Whether any of these efforts will result in a safe and effective vaccine capable of protecting billions of people and ending the global pandemic is still far from clear. All will require much larger studies to prove they can prevent infection with the virus.

The vaccine being developed by British drugmaker AstraZeneca along with Oxford University, induced an immune response in all study participants who received two doses without any worrisome side effects.

A coronavirus vaccine under development by CanSino Biologics Inc and China's military research unit, likewise showed that it appears to be safe and induced an immune response in most of the 508 healthy volunteers aged 18 to 83 who got one dose of the vaccine, researchers reported.

Some 77 per cent of study volunteers experienced fever, fatigue, headache or pain at the injection site not considered to be serious.
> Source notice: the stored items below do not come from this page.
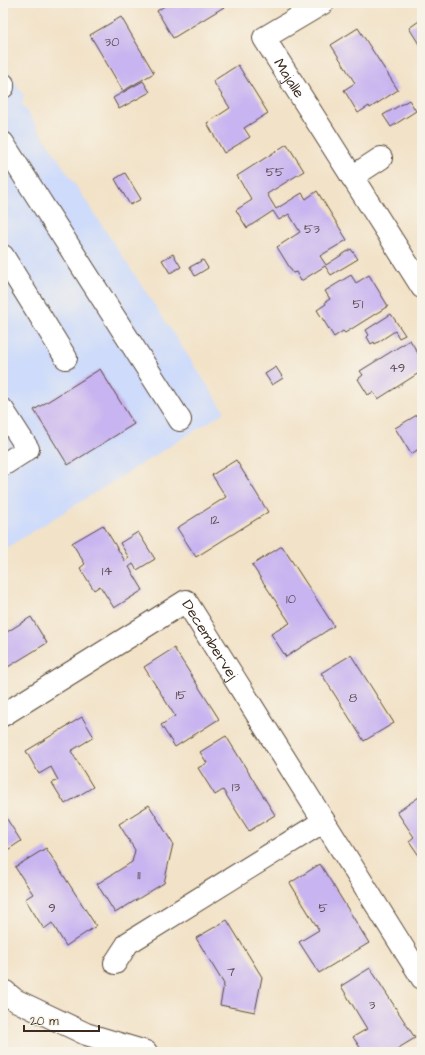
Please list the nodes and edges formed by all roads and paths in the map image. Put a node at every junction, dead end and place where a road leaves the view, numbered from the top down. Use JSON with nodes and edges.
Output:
{"nodes":[{"id":1,"x":323,"y":3,"type":"edge"},
{"id":2,"x":3,"y":84,"type":"edge"},
{"id":3,"x":3,"y":87,"type":"edge"},
{"id":4,"x":3,"y":142,"type":"edge"},
{"id":5,"x":381,"y":158,"type":"dead end"},
{"id":6,"x":352,"y":177,"type":"junction"},
{"id":7,"x":3,"y":256,"type":"edge"},
{"id":8,"x":422,"y":287,"type":"edge"},
{"id":9,"x":66,"y":358,"type":"dead end"},
{"id":10,"x":3,"y":410,"type":"edge"},
{"id":11,"x":180,"y":420,"type":"dead end"},
{"id":12,"x":3,"y":466,"type":"edge"},
{"id":13,"x":3,"y":715,"type":"edge"},
{"id":14,"x":324,"y":821,"type":"junction"},
{"id":15,"x":115,"y":963,"type":"dead end"},
{"id":16,"x":422,"y":978,"type":"edge"},
{"id":17,"x":3,"y":990,"type":"edge"},
{"id":18,"x":146,"y":1052,"type":"edge"}],
"edges":[{"from":1,"to":6,"type":"street","name":"Majalle"},
{"from":2,"to":3,"type":"street"},
{"from":4,"to":11,"type":"street"},
{"from":5,"to":6,"type":"street"},
{"from":6,"to":8,"type":"street","name":"Majalle"},
{"from":7,"to":9,"type":"street"},
{"from":10,"to":12,"type":"street"},
{"from":13,"to":14,"type":"street","name":"Decembervej"},
{"from":14,"to":15,"type":"street"},
{"from":14,"to":16,"type":"street","name":"Decembervej"},
{"from":17,"to":18,"type":"street"}]}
Both the AstraZeneca and CanSino vaccines use a harmless adenovirus to carry genetic material from the novel coronavirus into the body. Studies on both vaccines were published in the journal The Lancet.

"Overall, the results of both trials are broadly similar and promising," Naor Bar-Zeev and William Moss, two vaccine experts from Johns Hopkins Bloomberg School of Public Health, wrote in a commentary in The Lancet.

However, the CanSino candidate again showed signs that people who had previously been exposed to the particular adenovirus in its vaccine had a reduced immune response.

Pre-existing immunity to the type of virus used to deliver the vaccine "is considered to be the biggest obstacle for the candidate ... COVID-19 vaccine to overcome," study authors wrote.

German biotech BioNTech and US drugmaker Pfizer Inc, meanwhile, released details from a small study in Germany of a different type of vaccine that uses ribonucleic acid (RNA) - a chemical messenger that contains instructions for making proteins.

When injected into people, the vaccine instructs cells to make proteins that mimic the outer surface of the coronavirus. The body recognises these as a foreign invaders and mounts an immune response against the virus.

In the study of 60 healthy adults, which was not peer reviewed, the vaccine induced virus-neutralising antibodies in those given two doses, a result that was in-line with a previous early-stage US trial.

The burst of announcements followed publication last week of results of Moderna Inc's vaccine trial in the New England Journal of Medicine, showing similarly promising early results. Moderna's vaccine also uses a messenger RNA platform.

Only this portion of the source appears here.